§ Exercise: Whatever the listing holds, output it without alteration.
- Opening Delimiter -
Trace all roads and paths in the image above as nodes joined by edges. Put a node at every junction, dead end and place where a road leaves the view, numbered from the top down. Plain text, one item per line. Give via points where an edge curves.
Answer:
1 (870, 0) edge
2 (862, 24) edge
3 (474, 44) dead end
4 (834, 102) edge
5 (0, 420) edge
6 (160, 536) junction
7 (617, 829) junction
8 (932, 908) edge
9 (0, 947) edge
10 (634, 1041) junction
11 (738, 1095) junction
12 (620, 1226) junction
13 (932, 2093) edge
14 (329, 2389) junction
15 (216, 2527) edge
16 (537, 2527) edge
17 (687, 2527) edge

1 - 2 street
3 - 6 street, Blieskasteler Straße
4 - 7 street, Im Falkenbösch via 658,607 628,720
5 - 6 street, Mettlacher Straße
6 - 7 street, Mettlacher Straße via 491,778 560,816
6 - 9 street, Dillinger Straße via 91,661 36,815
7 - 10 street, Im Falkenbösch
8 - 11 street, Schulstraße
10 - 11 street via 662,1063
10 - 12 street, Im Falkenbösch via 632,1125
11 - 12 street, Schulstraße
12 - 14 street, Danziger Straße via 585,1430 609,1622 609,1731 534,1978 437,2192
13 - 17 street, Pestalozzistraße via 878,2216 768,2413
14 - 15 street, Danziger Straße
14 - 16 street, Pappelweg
- Closing Delimiter -
§ Result of the exercise:
Trace all roads and paths in the image above as nodes joined by edges. Put a node at every junction, dead end and place where a road leaves the view, numbered from the top down. Plain text, one item per line. Give via points where an edge curves.
Answer:
1 (870, 0) edge
2 (862, 24) edge
3 (474, 44) dead end
4 (834, 102) edge
5 (0, 420) edge
6 (160, 536) junction
7 (617, 829) junction
8 (932, 908) edge
9 (0, 947) edge
10 (634, 1041) junction
11 (738, 1095) junction
12 (620, 1226) junction
13 (932, 2093) edge
14 (329, 2389) junction
15 (216, 2527) edge
16 (537, 2527) edge
17 (687, 2527) edge

1 - 2 street
3 - 6 street, Blieskasteler Straße
4 - 7 street, Im Falkenbösch via 658,607 628,720
5 - 6 street, Mettlacher Straße
6 - 7 street, Mettlacher Straße via 491,778 560,816
6 - 9 street, Dillinger Straße via 91,661 36,815
7 - 10 street, Im Falkenbösch
8 - 11 street, Schulstraße
10 - 11 street via 662,1063
10 - 12 street, Im Falkenbösch via 632,1125
11 - 12 street, Schulstraße
12 - 14 street, Danziger Straße via 585,1430 609,1622 609,1731 534,1978 437,2192
13 - 17 street, Pestalozzistraße via 878,2216 768,2413
14 - 15 street, Danziger Straße
14 - 16 street, Pappelweg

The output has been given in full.